En Ghana, el Gobierno apoya una moción para ampliar de cuatro a cinco años los mandatos presidenciales. Estas cosas de entrada no me gustan, la verdad.
Mientras decenas de miles cruzaban a Ceuta, en Marruecos, el Rey Mohamed VI celebraba el Día del Trono con loas del presidente de la FIFA, Gianni Infantino, y poniéndole el nombre de Donald Trump a una autopista en el territorio del Sáhara Occidental.
Ahora, falta saber si Trump sabe colocar a Marruecos en el mapa, porque el Gobierno se ha tenido que disculpar por el “error desafortunado” tras publicar un mapa de África equivocando a todos los países. Es que en fin, solo aciertan Uganda. Costa de Marfil no es ni un país, pintan varios, y Nigeria igual.

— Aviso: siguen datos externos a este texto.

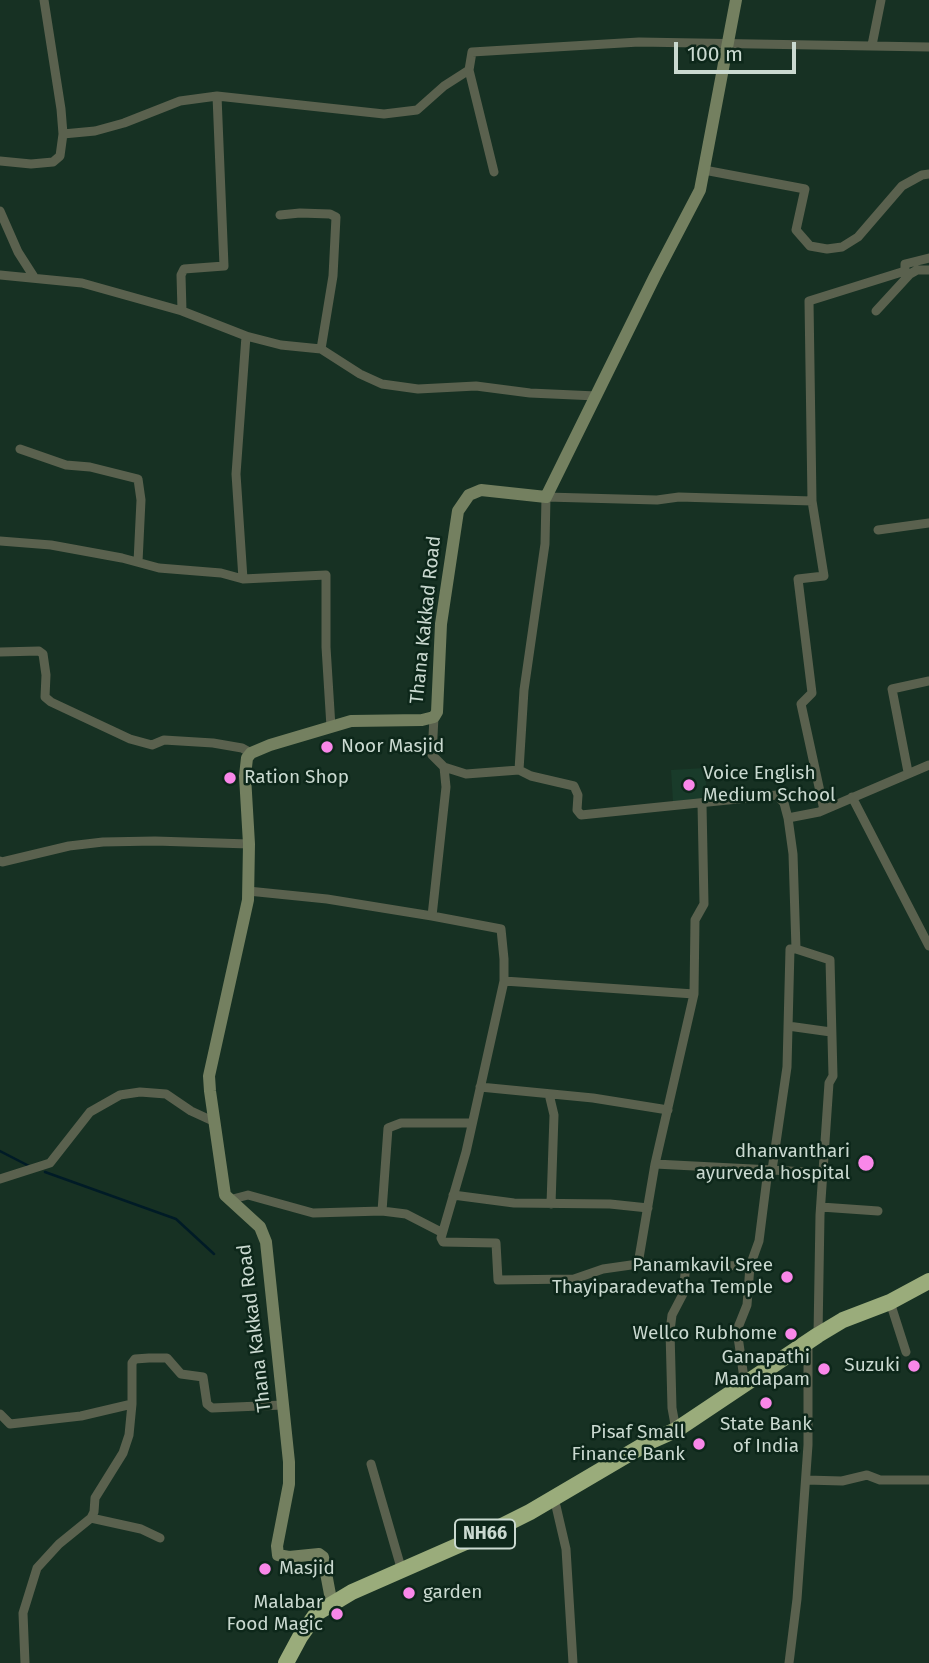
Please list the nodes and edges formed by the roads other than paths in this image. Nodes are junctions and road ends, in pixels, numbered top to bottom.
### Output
1 (44, 0) edge
2 (736, 0) edge
3 (881, 0) edge
4 (727, 42) junction
5 (872, 45) junction
6 (929, 47) edge
7 (469, 70) junction
8 (217, 96) junction
9 (63, 134) junction
10 (0, 161) edge
11 (704, 170) junction
12 (494, 172) dead end
13 (929, 174) edge
14 (0, 211) edge
15 (280, 215) dead end
16 (929, 258) edge
17 (929, 271) edge
18 (0, 275) edge
19 (34, 278) junction
20 (182, 311) junction
21 (876, 311) dead end
22 (246, 336) junction
23 (321, 349) junction
24 (596, 396) junction
25 (20, 449) dead end
26 (546, 497) junction
27 (812, 501) junction
28 (929, 523) edge
29 (878, 530) dead end
30 (0, 541) edge
31 (138, 562) junction
32 (243, 579) junction
33 (0, 652) edge
34 (929, 681) edge
35 (434, 717) junction
36 (331, 727) junction
37 (251, 753) junction
38 (929, 765) edge
39 (444, 767) junction
40 (519, 769) junction
41 (908, 772) junction
42 (852, 797) junction
43 (702, 804) junction
44 (824, 810) junction
45 (788, 818) junction
46 (249, 844) junction
47 (0, 861) edge
48 (248, 891) junction
49 (432, 916) junction
50 (929, 946) edge
51 (796, 949) junction
52 (504, 981) junction
53 (694, 994) junction
54 (788, 1026) junction
55 (831, 1032) junction
56 (481, 1087) junction
57 (549, 1094) junction
58 (668, 1110) junction
59 (215, 1122) junction
60 (472, 1124) junction
61 (655, 1164) junction
62 (770, 1170) junction
63 (823, 1173) junction
64 (0, 1179) edge
65 (453, 1195) junction
66 (229, 1200) junction
67 (551, 1204) junction
68 (648, 1208) junction
69 (821, 1208) junction
70 (382, 1210) junction
71 (878, 1211) dead end
72 (441, 1232) junction
73 (638, 1264) junction
74 (686, 1264) junction
75 (750, 1266) junction
76 (929, 1281) edge
77 (890, 1301) junction
78 (813, 1338) junction
79 (906, 1352) dead end
80 (745, 1385) junction
81 (132, 1404) junction
82 (283, 1405) junction
83 (0, 1414) edge
84 (673, 1431) junction
85 (371, 1464) dead end
86 (806, 1480) junction
87 (929, 1480) edge
88 (555, 1503) junction
89 (90, 1518) junction
90 (160, 1538) dead end
91 (402, 1571) junction
92 (330, 1606) junction
93 (24, 1663) edge
94 (286, 1663) edge
95 (292, 1663) edge
96 (573, 1663) edge
97 (789, 1663) edge

1 - 9 street
2 - 4 main road
3 - 5 street
4 - 5 street
4 - 7 street
4 - 11 main road
5 - 6 street
7 - 8 street
7 - 12 street
8 - 9 street
8 - 20 street
9 - 10 street
11 - 13 street
11 - 24 main road
14 - 19 street
15 - 23 street
16 - 27 street
17 - 21 street
18 - 19 street
19 - 20 street
20 - 22 street
22 - 23 street
22 - 32 street
23 - 24 street
24 - 26 main road
25 - 31 street
26 - 27 street
26 - 35 main road, Thana Kakkad Road
26 - 40 street
27 - 44 street
28 - 29 street
30 - 31 street
31 - 32 street
32 - 36 street
33 - 37 street
34 - 41 street
35 - 36 main road, Thana Kakkad Road
35 - 39 street
36 - 37 main road, Thana Kakkad Road
37 - 46 main road
38 - 41 street
39 - 40 street
39 - 49 street
40 - 43 street
41 - 42 street
42 - 44 street
42 - 50 street
43 - 45 street
43 - 53 street
44 - 45 street
45 - 51 street
46 - 47 street
46 - 48 main road
48 - 49 street
48 - 59 main road
49 - 52 street
51 - 54 street
51 - 55 street
52 - 53 street
52 - 56 street
53 - 58 street
54 - 55 street
54 - 62 street
55 - 63 street
56 - 57 street
56 - 60 street
57 - 58 street
57 - 67 street
58 - 61 street
59 - 64 street
59 - 66 main road
60 - 65 street
60 - 70 street
61 - 62 street
61 - 68 street
62 - 63 street
62 - 75 street
63 - 69 street
65 - 67 street
65 - 72 street
66 - 70 street
66 - 82 main road, Thana Kakkad Road
67 - 68 street
68 - 73 street
69 - 71 street
69 - 78 street
70 - 72 street
72 - 73 street
73 - 74 street
74 - 75 street
74 - 84 street
75 - 80 street
76 - 77 highway, NH66
77 - 78 highway, NH66
77 - 79 street
78 - 80 highway, NH66
78 - 86 street
80 - 84 highway, NH66
81 - 82 street
81 - 83 street
81 - 89 street
82 - 92 main road, Thana Kakkad Road
84 - 88 highway, NH66
85 - 91 street
86 - 87 street
86 - 97 street
88 - 91 highway, NH66
88 - 92 highway, NH66
88 - 96 street
89 - 90 street
89 - 93 street
91 - 92 highway, NH66
92 - 94 highway, NH66
92 - 95 highway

En Sudáfrica, la Alianza Democrática, socio minoritario del gobierno, ha llevado a los tribunales la Ley de Expropiación promovida por el CNA por el que se podría expropiar tierras privadas por interés nacional, que se ve cómo una amenaza a los blancos.
Guinea ha dicho que no tiene intención de unirse a la moneda Eco, que adoptarán los países de África Occidental para sustituir el franco CFA y prefiere conservar su franco, que eso sí no es el mismo ni está ligado a Francia.
Un gigante del azúcar y edulcorantes se aproxima a crearse en Sudáfrica. Tongaat Hulett planea adquirir la empresa rival Illovo Sugar y crear un monopolio con valor de mil millones de dólares.
La Cuenca de Orange en la frontera entre Namibia y Sudáfrica se ha convertido en una mina de petróleo que habla de cómo dos países tienen que compartir un preciado recurso natural y económico.
La xenofobia en Sudáfrica hacia los migrantes se ha cobrado el concierto de Tyla en Nigeria, que ha sido cancelado tras pedir por redes su boicot.
Por último, aunque no lo creas el campeonato profesional de pádel ha llegado a Sudáfrica tras pasar por Egipto y este reportaje de Marca habla de cómo puede unir al país.
… Y para acabar, ¡ritmo!
En AfricaPachanga nos ponemos a bailar con la irresistible música de Fally Ipupa, el maestro de la rumba congoleña, bien sazonada de afrobeats y ritmos urbanos.